(Extracted data entries)
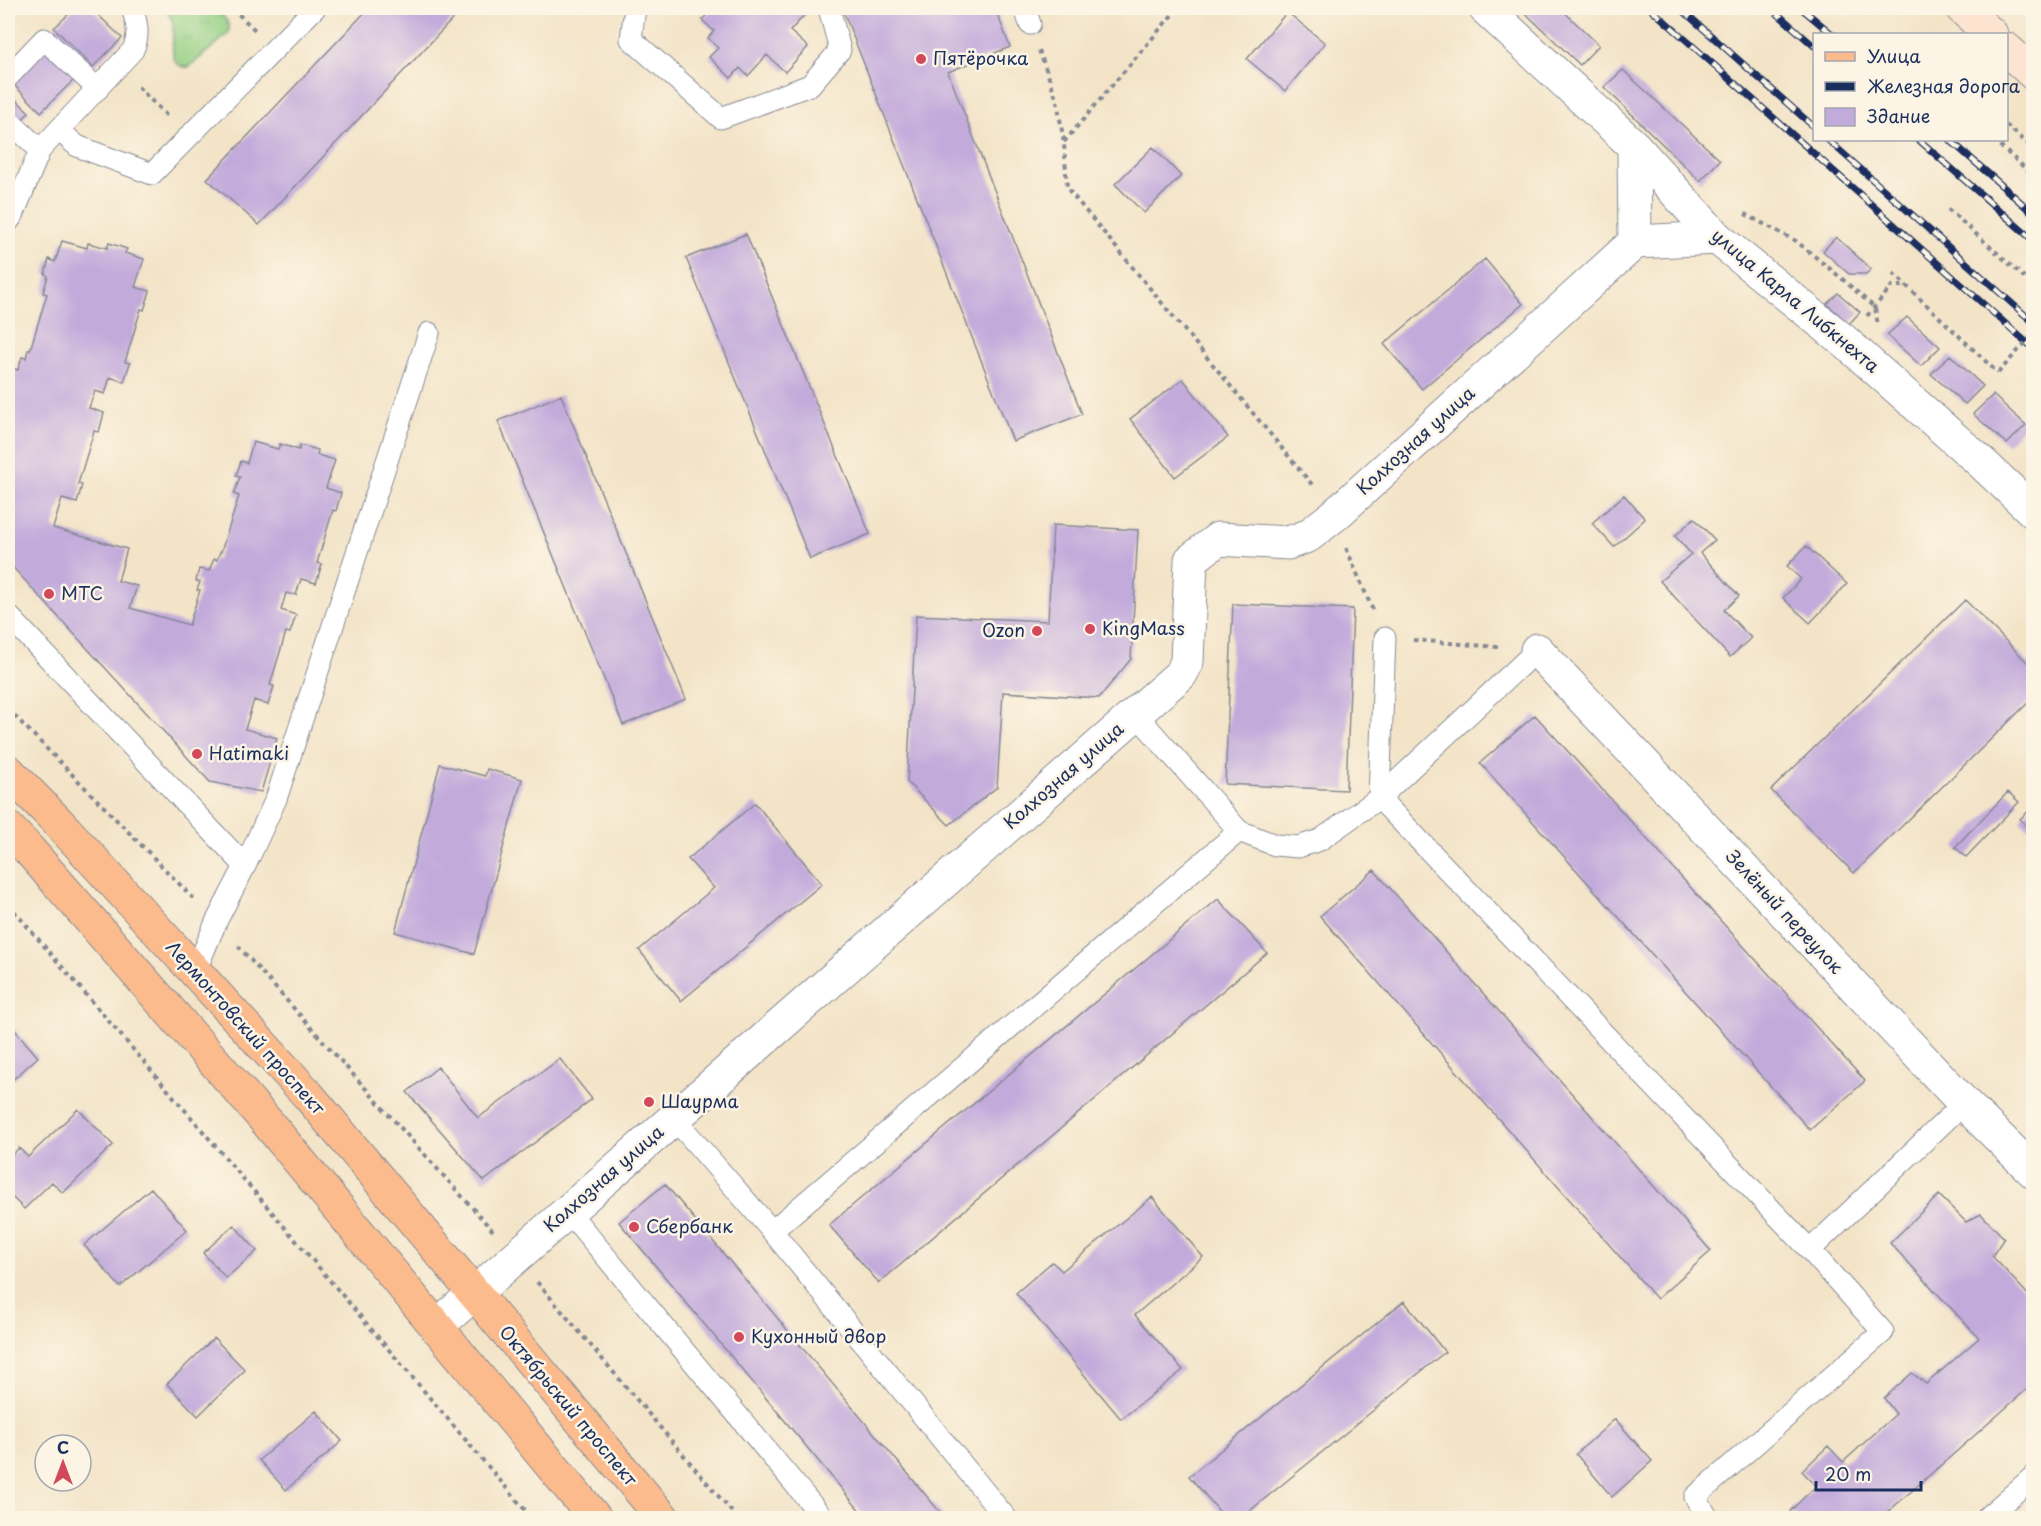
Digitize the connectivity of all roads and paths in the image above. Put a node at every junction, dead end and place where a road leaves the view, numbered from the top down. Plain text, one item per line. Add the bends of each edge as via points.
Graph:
1 (132, 8) edge
2 (315, 8) edge
3 (635, 8) edge
4 (829, 8) edge
5 (1178, 8) edge
6 (1485, 8) edge
7 (1962, 8) edge
8 (1028, 16) edge
9 (1990, 33) edge
10 (2008, 50) edge
11 (119, 68) junction
12 (2034, 74) edge
13 (8, 77) edge
14 (98, 89) junction
15 (8, 120) edge
16 (2008, 126) edge
17 (59, 130) junction
18 (188, 138) junction
19 (1994, 141) edge
20 (1064, 143) junction
21 (1634, 146) junction
22 (2034, 149) edge
23 (40, 150) junction
24 (2034, 176) edge
25 (1948, 209) dead end
26 (8, 222) edge
27 (1717, 238) junction
28 (1635, 242) junction
29 (1893, 273) dead end
30 (1905, 286) junction
31 (2034, 286) edge
32 (1883, 295) dead end
33 (429, 333) dead end
34 (2034, 333) edge
35 (1344, 507) junction
36 (2034, 512) edge
37 (8, 615) edge
38 (1385, 638) junction
39 (1537, 650) junction
40 (8, 709) edge
41 (1136, 714) junction
42 (8, 771) edge
43 (1379, 798) junction
44 (8, 828) edge
45 (1239, 831) junction
46 (245, 866) junction
47 (8, 904) edge
48 (216, 922) junction
49 (195, 972) junction
50 (1964, 1103) junction
51 (674, 1118) junction
52 (2034, 1172) edge
53 (567, 1210) junction
54 (772, 1231) junction
55 (1810, 1250) junction
56 (515, 1256) junction
57 (473, 1293) junction
58 (436, 1327) junction
59 (2034, 1476) edge
60 (532, 1518) edge
61 (595, 1518) edge
62 (663, 1518) edge
63 (737, 1518) edge
64 (823, 1518) edge
65 (1006, 1518) edge
66 (1708, 1518) edge
67 (1986, 1518) edge

1 - 11 lane via 137,42
2 - 18 lane
3 - 4 lane via 631,39 721,118 810,85 840,50
5 - 20 path
6 - 21 street, улица Карла Либкнехта
7 - 9 street
8 - 20 path via 1057,100
10 - 12 street
11 - 14 lane
11 - 18 path
13 - 14 lane via 44,39
14 - 17 lane
15 - 23 lane
16 - 22 path
17 - 18 lane via 76,146 152,174
17 - 23 lane
19 - 24 path
20 - 35 path via 1067,188
21 - 27 street, улица Карла Либкнехта
21 - 28 street
23 - 26 lane
25 - 31 path
27 - 28 street
27 - 36 street, улица Карла Либкнехта via 1843,340
28 - 35 street, Колхозная улица
29 - 30 path
30 - 32 path via 1892,286
30 - 34 path, bridge via 1998,373
33 - 46 lane via 276,799
35 - 38 path via 1348,555
35 - 41 street, Колхозная улица via 1308,536 1288,543 1218,539 1191,560 1188,662
37 - 46 lane
38 - 39 path
38 - 43 lane
39 - 43 lane
39 - 50 street, Зелёный переулок
40 - 48 path
41 - 45 lane
41 - 51 street, Колхозная улица
42 - 49 main road, Лермонтовский проспект
43 - 45 lane via 1320,840 1298,847 1275,845
43 - 55 lane
44 - 58 main road via 267,1122
45 - 54 lane
46 - 48 lane
47 - 60 path
48 - 49 lane
48 - 56 path
49 - 57 main road, Лермонтовский проспект via 308,1095
50 - 52 street, Зелёный переулок
50 - 55 lane
51 - 53 street, Колхозная улица
51 - 54 lane
53 - 56 street, Колхозная улица
53 - 64 lane
54 - 65 lane
55 - 66 lane via 1883,1332 1695,1497
56 - 57 street, Колхозная улица
56 - 63 path
57 - 58 street, Колхозная улица
57 - 62 main road, Октябрьский проспект
58 - 61 main road
59 - 67 lane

GOAL OF THE EXERCISE
Repeat all the records exactly, images excluded.

COMPLETED TASK
Digitize the connectivity of all roads and paths in the image above. Put a node at every junction, dead end and place where a road leaves the view, numbered from the top down. Plain text, one item per line. Add the bends of each edge as via points.
Graph:
1 (132, 8) edge
2 (315, 8) edge
3 (635, 8) edge
4 (829, 8) edge
5 (1178, 8) edge
6 (1485, 8) edge
7 (1962, 8) edge
8 (1028, 16) edge
9 (1990, 33) edge
10 (2008, 50) edge
11 (119, 68) junction
12 (2034, 74) edge
13 (8, 77) edge
14 (98, 89) junction
15 (8, 120) edge
16 (2008, 126) edge
17 (59, 130) junction
18 (188, 138) junction
19 (1994, 141) edge
20 (1064, 143) junction
21 (1634, 146) junction
22 (2034, 149) edge
23 (40, 150) junction
24 (2034, 176) edge
25 (1948, 209) dead end
26 (8, 222) edge
27 (1717, 238) junction
28 (1635, 242) junction
29 (1893, 273) dead end
30 (1905, 286) junction
31 (2034, 286) edge
32 (1883, 295) dead end
33 (429, 333) dead end
34 (2034, 333) edge
35 (1344, 507) junction
36 (2034, 512) edge
37 (8, 615) edge
38 (1385, 638) junction
39 (1537, 650) junction
40 (8, 709) edge
41 (1136, 714) junction
42 (8, 771) edge
43 (1379, 798) junction
44 (8, 828) edge
45 (1239, 831) junction
46 (245, 866) junction
47 (8, 904) edge
48 (216, 922) junction
49 (195, 972) junction
50 (1964, 1103) junction
51 (674, 1118) junction
52 (2034, 1172) edge
53 (567, 1210) junction
54 (772, 1231) junction
55 (1810, 1250) junction
56 (515, 1256) junction
57 (473, 1293) junction
58 (436, 1327) junction
59 (2034, 1476) edge
60 (532, 1518) edge
61 (595, 1518) edge
62 (663, 1518) edge
63 (737, 1518) edge
64 (823, 1518) edge
65 (1006, 1518) edge
66 (1708, 1518) edge
67 (1986, 1518) edge

1 - 11 lane via 137,42
2 - 18 lane
3 - 4 lane via 631,39 721,118 810,85 840,50
5 - 20 path
6 - 21 street, улица Карла Либкнехта
7 - 9 street
8 - 20 path via 1057,100
10 - 12 street
11 - 14 lane
11 - 18 path
13 - 14 lane via 44,39
14 - 17 lane
15 - 23 lane
16 - 22 path
17 - 18 lane via 76,146 152,174
17 - 23 lane
19 - 24 path
20 - 35 path via 1067,188
21 - 27 street, улица Карла Либкнехта
21 - 28 street
23 - 26 lane
25 - 31 path
27 - 28 street
27 - 36 street, улица Карла Либкнехта via 1843,340
28 - 35 street, Колхозная улица
29 - 30 path
30 - 32 path via 1892,286
30 - 34 path, bridge via 1998,373
33 - 46 lane via 276,799
35 - 38 path via 1348,555
35 - 41 street, Колхозная улица via 1308,536 1288,543 1218,539 1191,560 1188,662
37 - 46 lane
38 - 39 path
38 - 43 lane
39 - 43 lane
39 - 50 street, Зелёный переулок
40 - 48 path
41 - 45 lane
41 - 51 street, Колхозная улица
42 - 49 main road, Лермонтовский проспект
43 - 45 lane via 1320,840 1298,847 1275,845
43 - 55 lane
44 - 58 main road via 267,1122
45 - 54 lane
46 - 48 lane
47 - 60 path
48 - 49 lane
48 - 56 path
49 - 57 main road, Лермонтовский проспект via 308,1095
50 - 52 street, Зелёный переулок
50 - 55 lane
51 - 53 street, Колхозная улица
51 - 54 lane
53 - 56 street, Колхозная улица
53 - 64 lane
54 - 65 lane
55 - 66 lane via 1883,1332 1695,1497
56 - 57 street, Колхозная улица
56 - 63 path
57 - 58 street, Колхозная улица
57 - 62 main road, Октябрьский проспект
58 - 61 main road
59 - 67 lane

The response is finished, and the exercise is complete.